Henry Joy McCracken's GFC Moneymore () is a Gaelic Athletic Association club based in Moneymore, County Londonderry, Northern Ireland. The club is a member of Derry GAA and currently caters for Gaelic football. The club is named after the 18th-century Irish republican leader Henry Joy McCracken.

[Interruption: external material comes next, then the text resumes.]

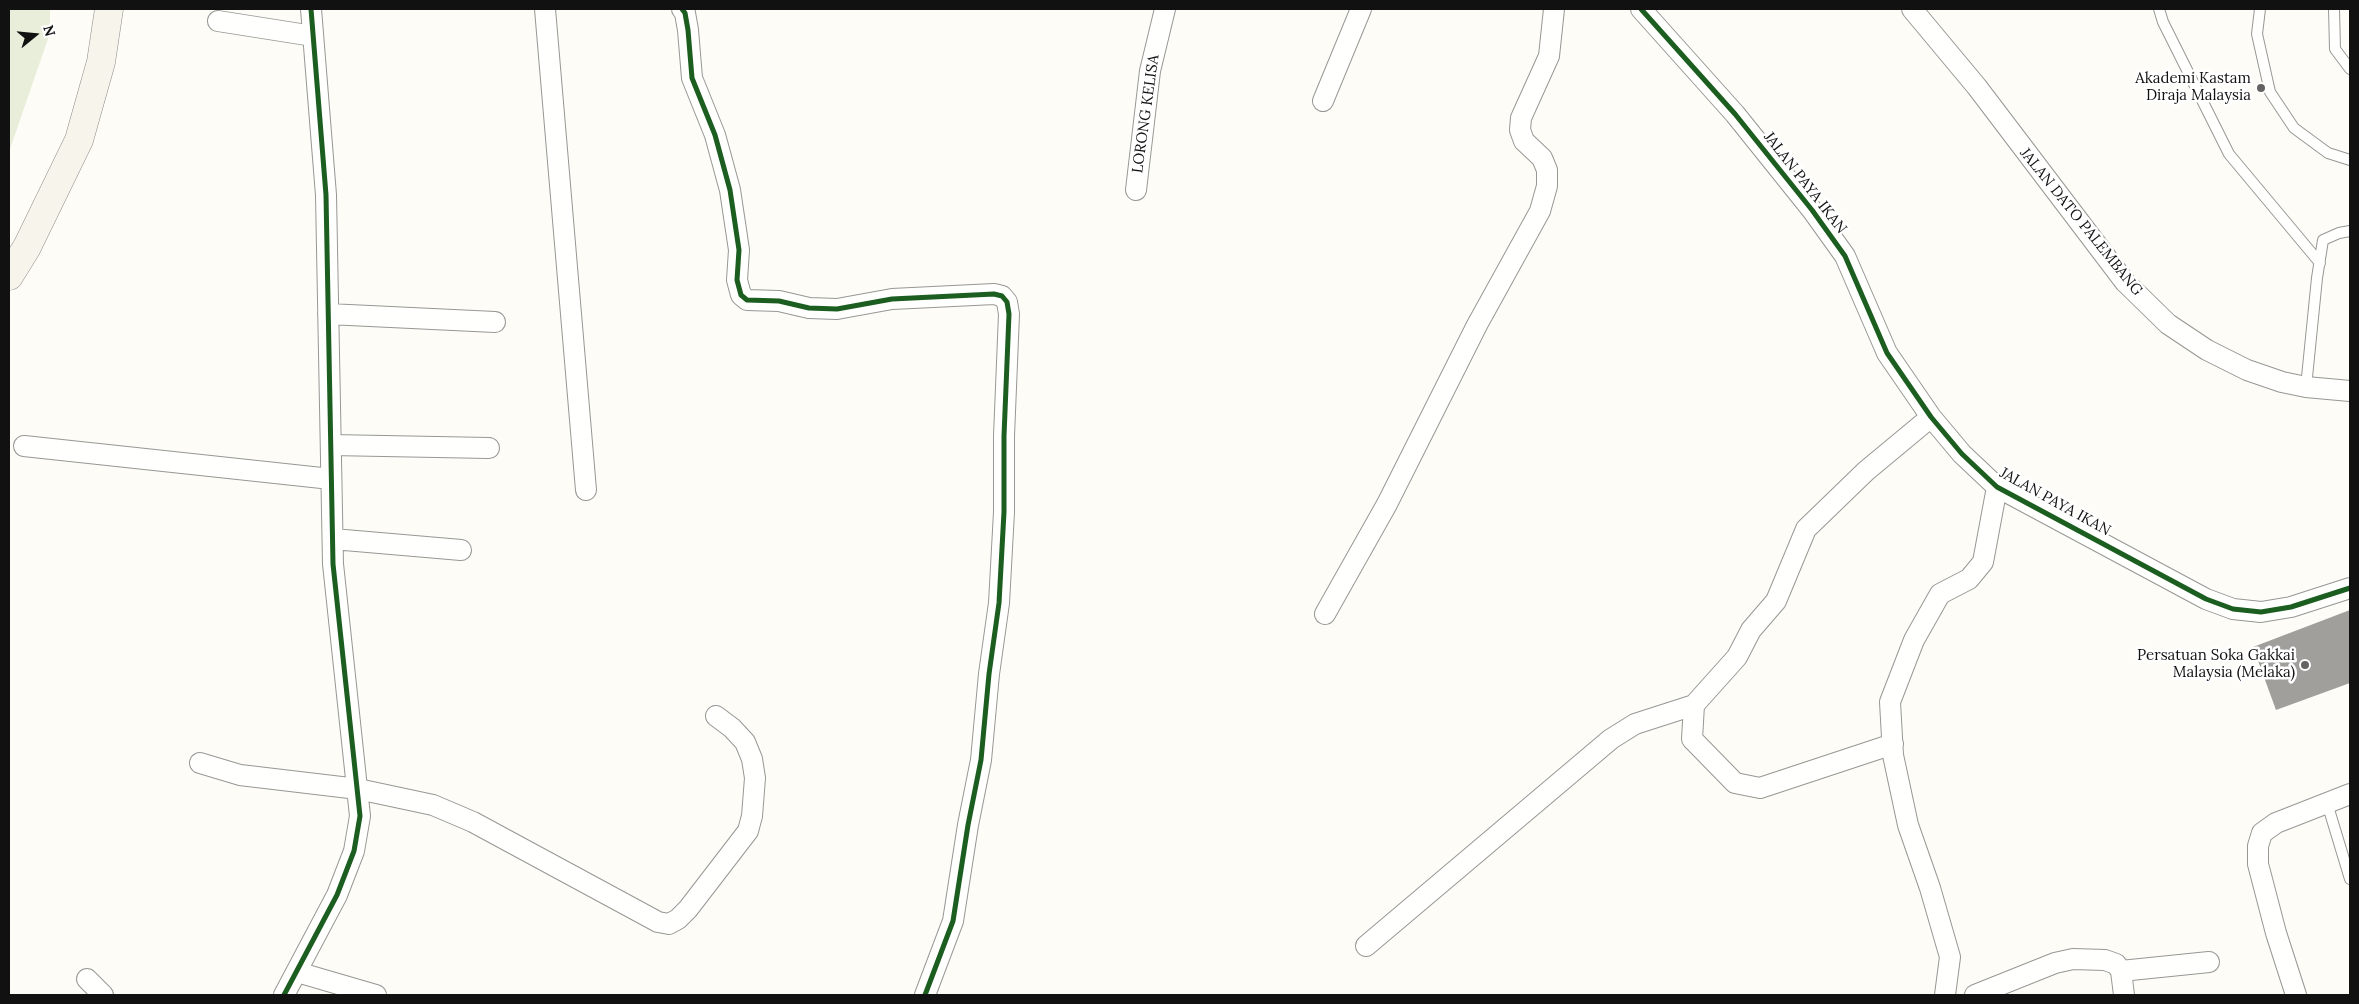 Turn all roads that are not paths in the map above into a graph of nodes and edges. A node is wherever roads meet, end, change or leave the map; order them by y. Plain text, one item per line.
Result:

Underage teams play in the South Derry league and championships. Moneymore have won the Derry Intermediate Football Championship once and the Derry Junior Football Championship twice.

Gaelic football
Moneymore fields Gaelic football teams at Reserve and Senior levels. Underage teams (U8, U10, U12, U14, U16 and Minor) are amalgamated with Desetmartin GAC and form the Callan Gaels team. Sides up to U-12s play in South Derry league and championships, from U-14 upwards teams compete in All-Derry competitions.

Ladies' Gaelic football
Moneymore ladies play together with An Lúb players in the Ardtrea team. The team also draws players from Ballinderry, Lissan, Ógra Colmcille and other South Derry clubs along the border with County Tyrone.

History
There was a presence of Gaelic games in Moneymore in the early 1900s. O'Cahan Moneymore played in the Cookstown and District Football League in 1911. Moneymore won the South Derry Handball League in 1991 and 1912. The next records of O'Cahan's were in 1934 when they played in the South Derry League, but lasted only one season, before competing again in 1938 and 1939. The club played as Henry Joy McCracken's in 1945, before becoming defunct decades later.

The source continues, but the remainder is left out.